Toplumun davranış ve algılama biçimi yavaş yavaşta olsa değişmektedir canım Yurdumda, bunu bir olumluluk ya da olumsuzluk ve bir fazilet ya da faziletsizlik anlamında değil ama bir tespit anlamında gördüğümü hemen söylemeliyim, geçmişte yemek yenilecek yerlerin ve onların leziz yemeklerini anlatmak ya da yazmak ayıp olarak görülürdü, hatta dostlar arasında bile olsa, ne yediğini anlatacak kimse söze, artık bugünlerde pek kullanılmayan “ayıptır söylemesi” diye başlardı. Çocukluğumda bakkallardan alınan ürünlerin evlere taşınması sırasınd
a en yaygın taşıma aleti sepetler idi, sonraları sepetlerin yerini “file”ler almaya başlayınca ki bizim evde asla bir file olmamıştır çünkü babamın bu konudaki tavrı çok net idi, satın alınan ürünü alan var alamayan var, ya da senin aldıklarını burun kıvırarak izleyecekler var sen onu gizlemelisin yaklaşımı içinde, alınan ürünlerin görülmeyeceği sepet kullanılması devam etti gitti yıllarca…
Şimdilerde, bu mekânlara giden var gidemeyen var, bu yiyecekleri yiyen var yiyemeyen var denilmeksizin her şeyin açıktan reklamının ya da tanıtımının yapıldığı bir ortam oluştu, bir taraftan yazılı basında diğer taraftan TV’lerde konu ile ilgili reklam ya da gurme programlarından geçilmiyor, şüphesiz bu bizlerin tercihi olmasa bile dayatılan bir durumdur, bir boyutuyla konunun bu denli ticarileşmesi kapitalistlerin ilgi alanını oluştururken, bir boyutuyla da kültürleri tanıma bir bakıma kültürlerin karşılaşması adına sen gelemiyorsan biz sana geliriz yaklaşımı ile örneğin ağırlıklı İstanbul (Feshane) merkezli yöresel mutfak tanıtım günleri düzenlenmektedir.
Bunların hangisinin daha doğru daha isabetli değerlendirme olduğu gibi bir tartışmaya girmeden, durumun tespit edilmesi adına edilen kelamlar olarak görülebilir yazdıklarım.

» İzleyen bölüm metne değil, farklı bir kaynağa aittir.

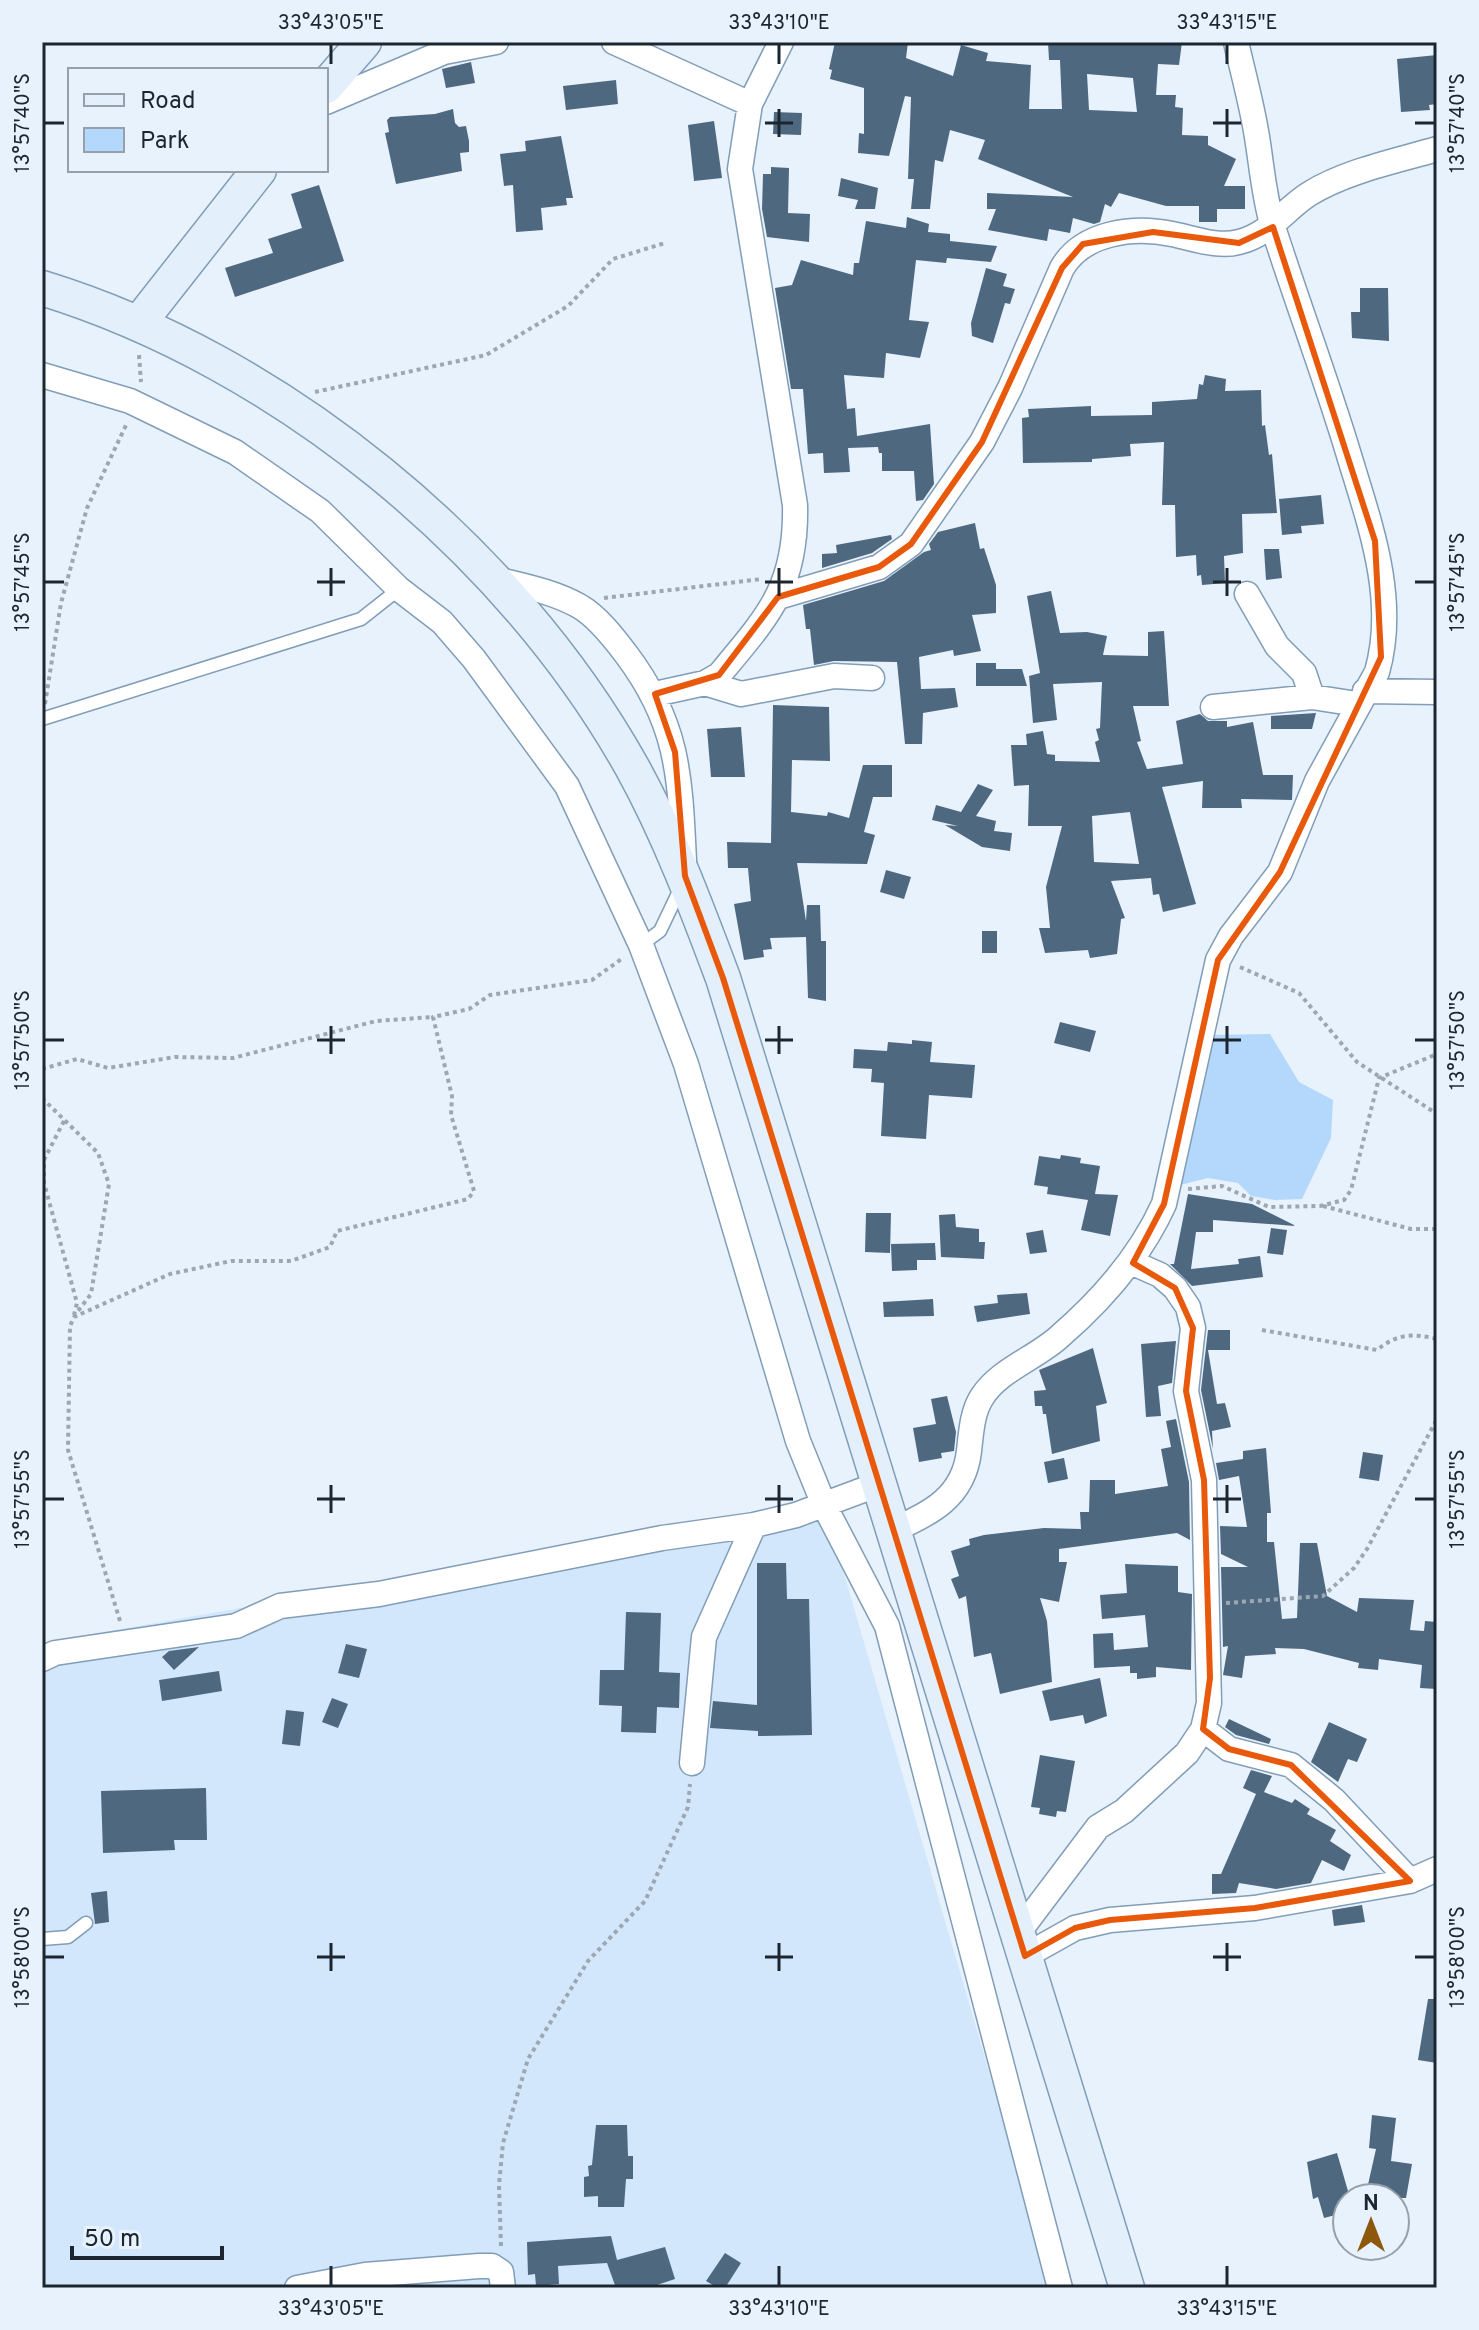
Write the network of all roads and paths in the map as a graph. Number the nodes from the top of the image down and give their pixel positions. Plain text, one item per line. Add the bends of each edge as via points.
1 (364, 42) edge
2 (496, 42) edge
3 (614, 42) edge
4 (781, 42) edge
5 (1236, 42) edge
6 (328, 84) edge
7 (328, 101) edge
8 (750, 104) junction
9 (1437, 149) edge
10 (257, 172) edge
11 (1273, 227) junction
12 (665, 243) dead end
13 (42, 288) edge
14 (138, 324) junction
15 (42, 375) edge
16 (278, 400) junction
17 (130, 401) junction
18 (490, 577) junction
19 (784, 586) junction
20 (399, 589) junction
21 (1247, 594) dead end
22 (570, 602) junction
23 (872, 678) dead end
24 (705, 683) junction
25 (1437, 692) edge
26 (655, 694) junction
27 (1312, 697) junction
28 (1361, 698) junction
29 (1213, 707) dead end
30 (42, 710) edge
31 (42, 719) edge
32 (685, 876) junction
33 (641, 945) junction
34 (1218, 960) junction
35 (433, 1017) junction
36 (1437, 1054) edge
37 (42, 1069) edge
38 (1379, 1078) junction
39 (42, 1098) edge
40 (1437, 1114) edge
41 (64, 1121) junction
42 (1164, 1204) junction
43 (1320, 1206) junction
44 (1437, 1229) edge
45 (1133, 1263) junction
46 (74, 1317) junction
47 (1262, 1330) dead end
48 (1437, 1339) edge
49 (1437, 1419) edge
50 (879, 1484) junction
51 (824, 1505) junction
52 (754, 1525) junction
53 (893, 1530) junction
54 (1205, 1606) junction
55 (126, 1644) junction
56 (42, 1659) edge
57 (1203, 1729) junction
58 (692, 1763) joint
59 (1437, 1869) edge
60 (1410, 1881) junction
61 (86, 1923) dead end
62 (42, 1939) edge
63 (1022, 1944) junction
64 (502, 2280) edge
65 (297, 2288) edge
66 (1060, 2288) edge
67 (1127, 2288) edge

1 - 6 main road
2 - 7 street via 444,52
3 - 8 street
4 - 8 street
5 - 11 street
8 - 19 street via 740,169 795,505 795,549
9 - 11 street via 1309,194
10 - 14 main road
11 - 19 street via 1239,243 1153,232 1111,235 1083,244 1062,268 982,442 911,544 879,567
11 - 28 street via 1312,334 1380,563 1381,657
12 - 16 path via 613,259 568,306 486,355
13 - 14 main road
14 - 16 main road
14 - 17 path via 141,383
15 - 17 street
16 - 18 main road via 388,478
17 - 20 street via 235,452 320,511
17 - 30 path via 127,422 79,536
18 - 22 street
18 - 32 main road via 592,703 638,778
19 - 22 path
19 - 24 street via 719,675
20 - 31 lane via 361,619
20 - 33 street via 442,622 474,659 567,786
21 - 27 street via 1277,646 1304,673
22 - 26 street via 615,639
23 - 24 street via 834,676 741,694
24 - 26 street
25 - 28 street
26 - 32 street via 675,752
27 - 28 street
27 - 29 street
28 - 34 street via 1317,781 1280,872
32 - 33 lane via 660,931
32 - 50 main road via 723,978
33 - 35 path via 592,980 490,995 469,1009
33 - 51 street via 686,1064 798,1441
34 - 38 path via 1299,993 1357,1062
34 - 42 street
35 - 37 path via 376,1021 233,1058 175,1057 108,1068 77,1059
35 - 46 path via 452,1096 451,1115 474,1191 468,1199 337,1231 330,1247 291,1261 231,1261 170,1274
36 - 38 path
38 - 40 path
38 - 43 path via 1351,1190 1344,1200
39 - 41 path
41 - 46 path via 44,1160 44,1183 77,1303
41 - 46 path via 98,1153 109,1184 91,1294
42 - 43 path via 1188,1189 1222,1186 1269,1207
42 - 45 street
43 - 44 path via 1411,1229
45 - 53 street via 1058,1338 981,1398 969,1457 945,1501 932,1513
45 - 54 street via 1175,1288 1188,1307 1193,1328 1186,1391 1204,1480
46 - 55 path via 68,1450
47 - 48 path via 1377,1350 1392,1337 1419,1334
49 - 54 path via 1367,1549 1323,1596
50 - 51 street
50 - 53 main road
51 - 52 street
51 - 66 street via 887,1626
52 - 55 street via 379,1594 280,1606 236,1626
52 - 58 street via 704,1637
53 - 63 main road
54 - 57 street via 1210,1678
55 - 56 street
57 - 60 street via 1229,1749 1291,1765 1334,1800
57 - 63 street via 1156,1784 1098,1827
58 - 64 path via 688,1807 645,1901 588,1961 528,2059 503,2143
59 - 60 street
60 - 63 street via 1255,1908 1110,1920
61 - 62 lane via 68,1937
63 - 67 main road
64 - 65 street via 492,2266 479,2266 365,2275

Yine de bu tür çalışmaların yapılması; Amerikan kültür dayatması “fast food” karşısında “slow food” yani benim algılama biçimimle yerel mutfak adına bir direniştir ve direnilmelidir de..
Geçenlerde; kayınbiraderim vefatı dolayısıyla gittiğim, asla değişmeyecek bir gönül bağı ile bağlı olduğum Çukurova ve Adana seyahatinde, Çukurova dışında asla yemediğim “Adana kebap” ile uzun sürelik ayrılığıma son vererek sabahları ciğer, öğlen ve akşamları kebap tercihlerimden asla ödün vermedim.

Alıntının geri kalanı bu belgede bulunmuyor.